Among the practices that we observed which made no sense was having to drink salty water to energize us and to give us a more “masculine” demeanor. Through these, I slowly became a puppet. My military officers shaped me into a person I never wanted myself to be. To them, that was military training.

While I do understand that soldiers should be strictly disciplined, forming their characters should be done through sensible and humane means. There should be a regulation of power that can be exercised in campus military programs especially as the cadets are still students. If the goal is to instill discipline, then why is it that students come out of the program scarred and uneasy instead?

Although there was an option to leave the program, I was afraid I’d be seen as a failure. If ever I did decide to quit, my younger self wouldn’t have been able to withstand the emotional gaslighting and shaming I would get from the officers. I already wasn’t the most prominent and most skilled cadet; I found no sense in possibly adding more burden to myself by getting into trouble.

Being stuck in the program definitely hindered me from exploring other student organizations and other undiscovered interests. Even though I wasn’t passionate about military training, it became my main priority because I was afraid to get punished. Sometimes, I wonder about the things I could have done if I dedicated those three years to a real passion I had. I felt like I missed out on so much and I’m now trying to catch up.

Thankfully, years after retiring from the program, I can now see myself in a position where I would be content with my future plans. I got to develop the assets I deem important for my self-development, fully becoming the person I know I want to be. Now, I am no longer someone else’s puppet.

I thought I wouldn’t have to deal with my old fears anymore. But when people started filing for candidacy for the 2022 national elections, I became afraid. When I heard the news about Sen. Ping Lacson and Sen. Bato dela Rosa—two former Philippine National Police chiefs—filing for the presidency, I remember thinking that it was now impossible to escape tyrannical rule even after Duterte steps down. The thought of what might happen if they gained such power scared me. I didn’t want the kind of environment I witnessed back then to be the reality of Filipinos on a national scale—an environment that cultivates corruption, homophobia, and abuse.

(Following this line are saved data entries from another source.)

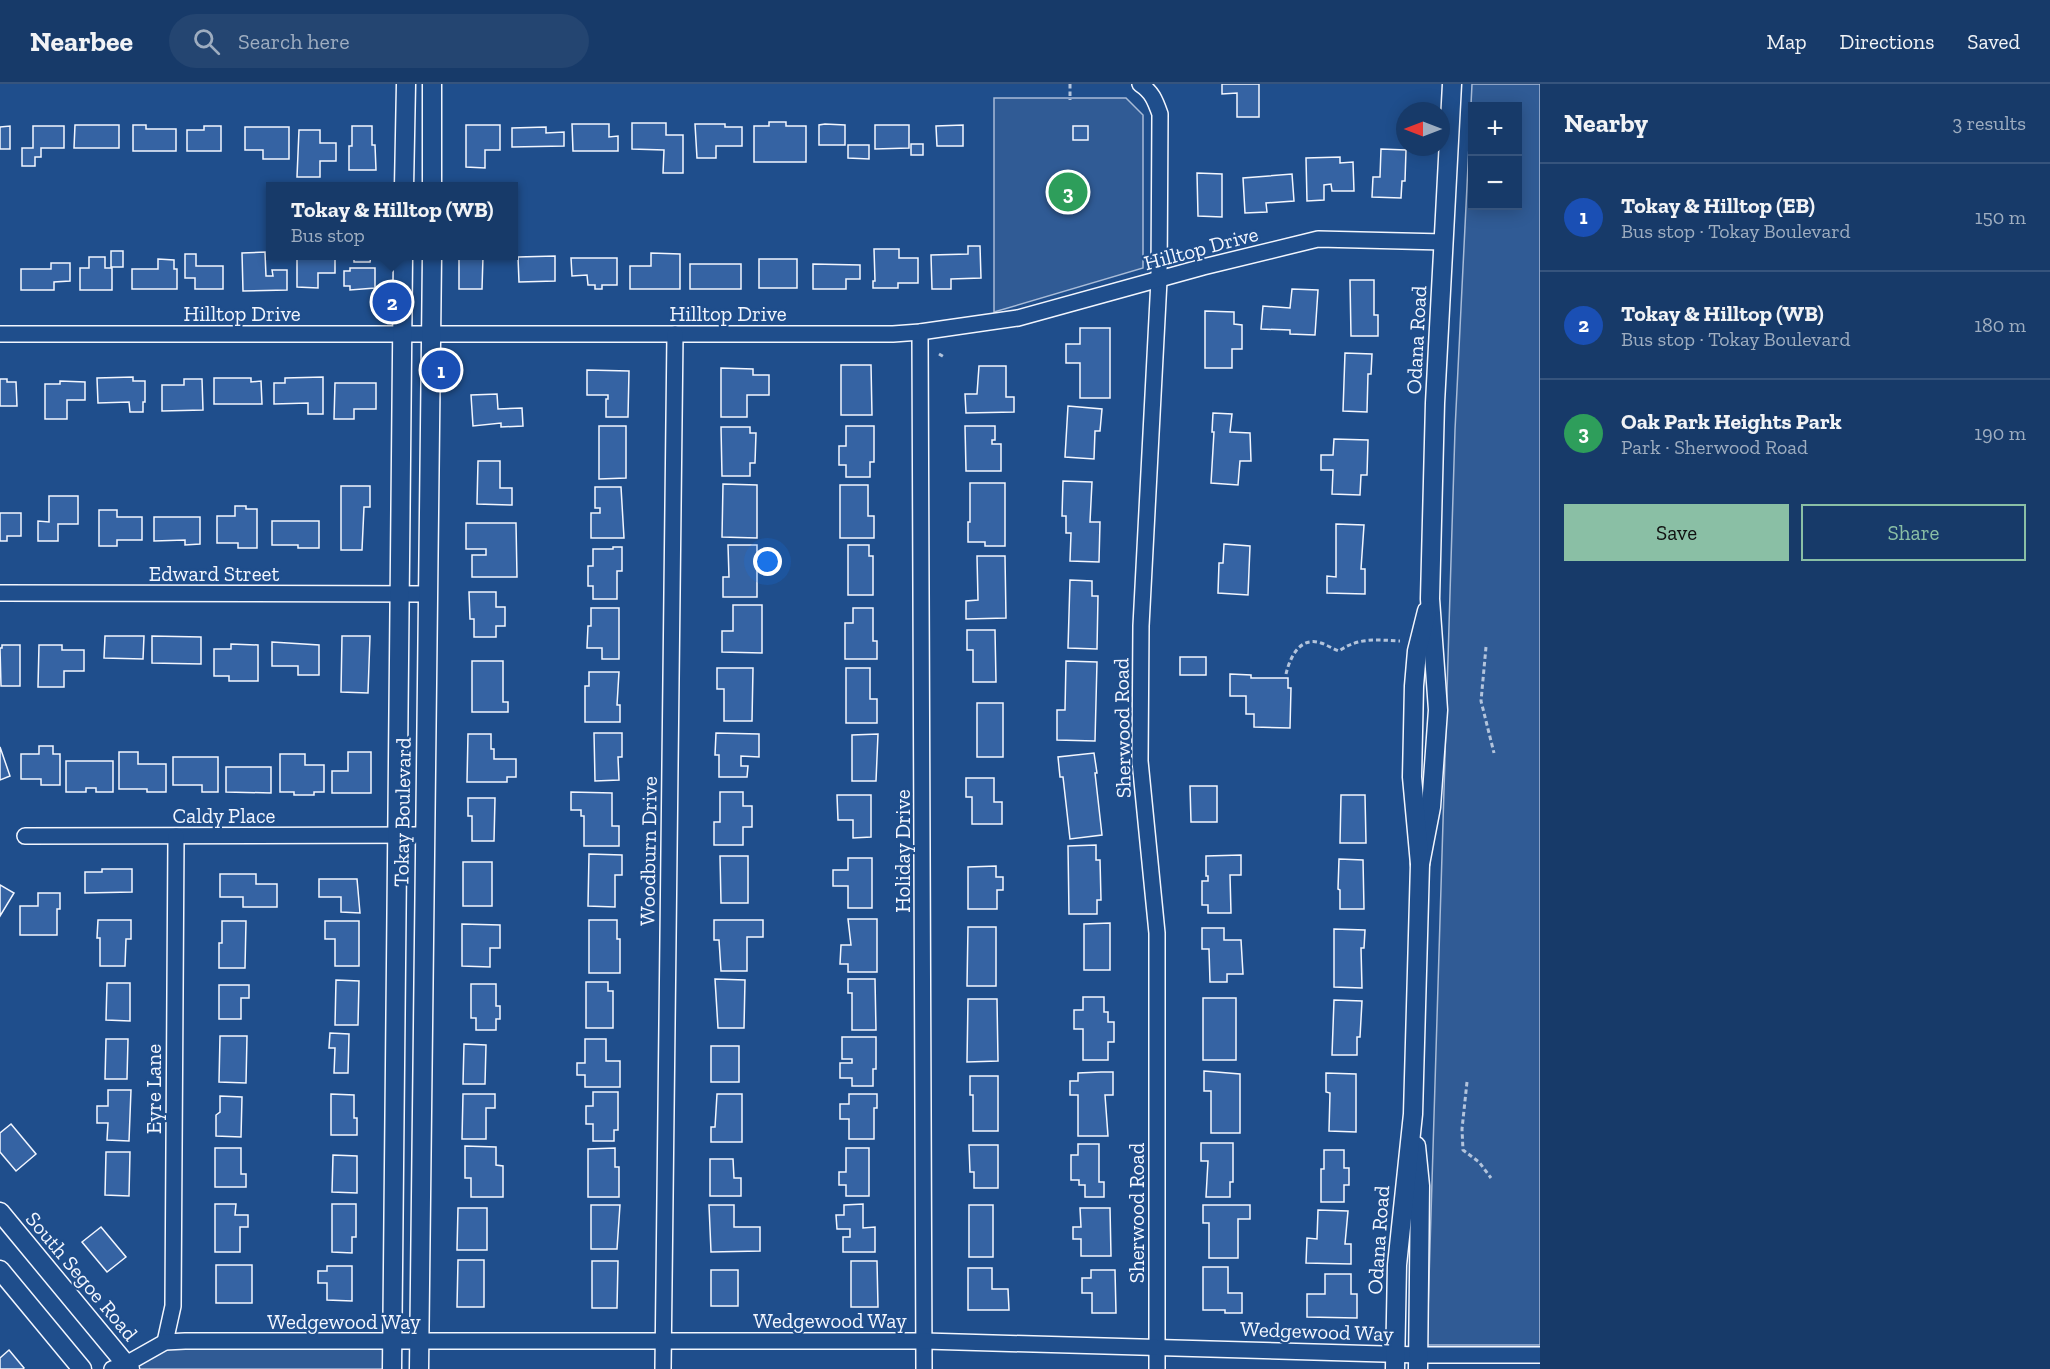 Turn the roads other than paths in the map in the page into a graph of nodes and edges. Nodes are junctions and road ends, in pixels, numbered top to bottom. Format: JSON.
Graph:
{"nodes":[{"id":1,"x":406,"y":84,"type":"edge"},
{"id":2,"x":432,"y":84,"type":"edge"},
{"id":3,"x":1452,"y":84,"type":"edge"},
{"id":4,"x":1144,"y":87,"type":"edge"},
{"id":5,"x":404,"y":182,"type":"edge"},
{"id":6,"x":432,"y":182,"type":"edge"},
{"id":7,"x":1444,"y":242,"type":"junction"},
{"id":8,"x":403,"y":260,"type":"edge"},
{"id":9,"x":432,"y":260,"type":"edge"},
{"id":10,"x":1159,"y":280,"type":"junction"},
{"id":11,"x":920,"y":332,"type":"junction"},
{"id":12,"x":0,"y":334,"type":"edge"},
{"id":13,"x":402,"y":334,"type":"junction"},
{"id":14,"x":432,"y":334,"type":"junction"},
{"id":15,"x":675,"y":334,"type":"junction"},
{"id":16,"x":0,"y":593,"type":"edge"},
{"id":17,"x":400,"y":594,"type":"junction"},
{"id":18,"x":428,"y":594,"type":"junction"},
{"id":19,"x":1430,"y":599,"type":"junction"},
{"id":20,"x":396,"y":835,"type":"junction"},
{"id":21,"x":424,"y":835,"type":"junction"},
{"id":22,"x":25,"y":836,"type":"dead end"},
{"id":23,"x":176,"y":836,"type":"junction"},
{"id":24,"x":1420,"y":864,"type":"junction"},
{"id":25,"x":1413,"y":1114,"type":"junction"},
{"id":26,"x":0,"y":1212,"type":"edge"},
{"id":27,"x":0,"y":1270,"type":"edge"},
{"id":28,"x":663,"y":1340,"type":"junction"},
{"id":29,"x":925,"y":1341,"type":"junction"},
{"id":30,"x":165,"y":1342,"type":"junction"},
{"id":31,"x":392,"y":1342,"type":"junction"},
{"id":32,"x":419,"y":1342,"type":"junction"},
{"id":33,"x":1157,"y":1347,"type":"junction"},
{"id":34,"x":1540,"y":1355,"type":"edge"},
{"id":35,"x":1395,"y":1362,"type":"edge"},
{"id":36,"x":1419,"y":1362,"type":"edge"},
{"id":37,"x":123,"y":1367,"type":"edge"},
{"id":38,"x":82,"y":1369,"type":"edge"},
{"id":39,"x":392,"y":1369,"type":"edge"},
{"id":40,"x":419,"y":1369,"type":"edge"},
{"id":41,"x":663,"y":1369,"type":"edge"},
{"id":42,"x":924,"y":1369,"type":"edge"},
{"id":43,"x":1157,"y":1369,"type":"edge"}],
"edges":[{"from":1,"to":5,"type":"street"},
{"from":2,"to":6,"type":"street"},
{"from":3,"to":7,"type":"street","name":"Odana Road"},
{"from":4,"to":10,"type":"street","name":"Sherwood Road"},
{"from":7,"to":10,"type":"street","name":"Hilltop Drive"},
{"from":7,"to":19,"type":"street","name":"Odana Road"},
{"from":8,"to":13,"type":"street","name":"Tokay Boulevard"},
{"from":9,"to":14,"type":"street","name":"Tokay Boulevard"},
{"from":10,"to":11,"type":"street","name":"Hilltop Drive"},
{"from":10,"to":33,"type":"street","name":"Sherwood Road"},
{"from":11,"to":15,"type":"street","name":"Hilltop Drive"},
{"from":11,"to":29,"type":"street","name":"Holiday Drive"},
{"from":12,"to":13,"type":"street","name":"Hilltop Drive"},
{"from":13,"to":14,"type":"street","name":"Hilltop Drive"},
{"from":13,"to":17,"type":"street","name":"Tokay Boulevard"},
{"from":14,"to":15,"type":"street","name":"Hilltop Drive"},
{"from":14,"to":18,"type":"street","name":"Tokay Boulevard"},
{"from":15,"to":28,"type":"street","name":"Woodburn Drive"},
{"from":16,"to":17,"type":"street","name":"Edward Street"},
{"from":17,"to":18,"type":"street","name":"Edward Street"},
{"from":17,"to":20,"type":"street","name":"Tokay Boulevard"},
{"from":18,"to":21,"type":"street","name":"Tokay Boulevard"},
{"from":19,"to":24,"type":"street","name":"Odana Road"},
{"from":19,"to":24,"type":"street","name":"Odana Road"},
{"from":20,"to":21,"type":"street","name":"Caldy Place"},
{"from":20,"to":23,"type":"street","name":"Caldy Place"},
{"from":20,"to":31,"type":"street","name":"Tokay Boulevard"},
{"from":21,"to":32,"type":"street","name":"Tokay Boulevard"},
{"from":22,"to":23,"type":"street","name":"Caldy Place"},
{"from":23,"to":30,"type":"street","name":"Eyre Lane"},
{"from":24,"to":25,"type":"street","name":"Odana Road"},
{"from":25,"to":35,"type":"street","name":"Odana Road"},
{"from":25,"to":36,"type":"street","name":"Odana Road"},
{"from":26,"to":37,"type":"street","name":"South Segoe Road"},
{"from":27,"to":38,"type":"street"},
{"from":28,"to":29,"type":"street","name":"Wedgewood Way"},
{"from":28,"to":32,"type":"street","name":"Wedgewood Way"},
{"from":28,"to":41,"type":"street","name":"Woodburn Drive"},
{"from":29,"to":33,"type":"street","name":"Wedgewood Way"},
{"from":29,"to":42,"type":"street","name":"Holiday Drive"},
{"from":30,"to":31,"type":"street","name":"Wedgewood Way"},
{"from":30,"to":37,"type":"street","name":"Wedgewood Way"},
{"from":31,"to":32,"type":"street","name":"Wedgewood Way"},
{"from":31,"to":39,"type":"street","name":"Tokay Boulevard"},
{"from":32,"to":40,"type":"street","name":"Tokay Boulevard"},
{"from":33,"to":35,"type":"street","name":"Wedgewood Way"},
{"from":33,"to":43,"type":"street","name":"Sherwood Road"},
{"from":34,"to":36,"type":"street","name":"Wedgewood Way"},
{"from":35,"to":36,"type":"street","name":"Wedgewood Way"}]}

Although Dela Rosa had dropped from the race, that isn’t an assurance that we would be in the clear already. Especially with vice presidential candidate Davao City Mayor Sara Duterte-Carpio pushing for mandatory military service for the youth, this obsession with such a culture is still very much strong. Her justification for such a proposal is misguided, which is nothing short of alarming as usual.

I may not share the same sentiments with other people who were in the same program as I, but I want to speak out and let others know of such realities. We cannot put these people who were shaped in environments similar to mine to be in power. There have been numerous victims already—and enough is enough.

I never got the chance to speak about how I felt back then. But I no longer allow myself to be governed by nonsensical rules and power tripping. I may have said my piece, but the work is yet to start. As long as people like my then-officers continue to be trained into the same oppressive patriarchs, we cannot be at ease.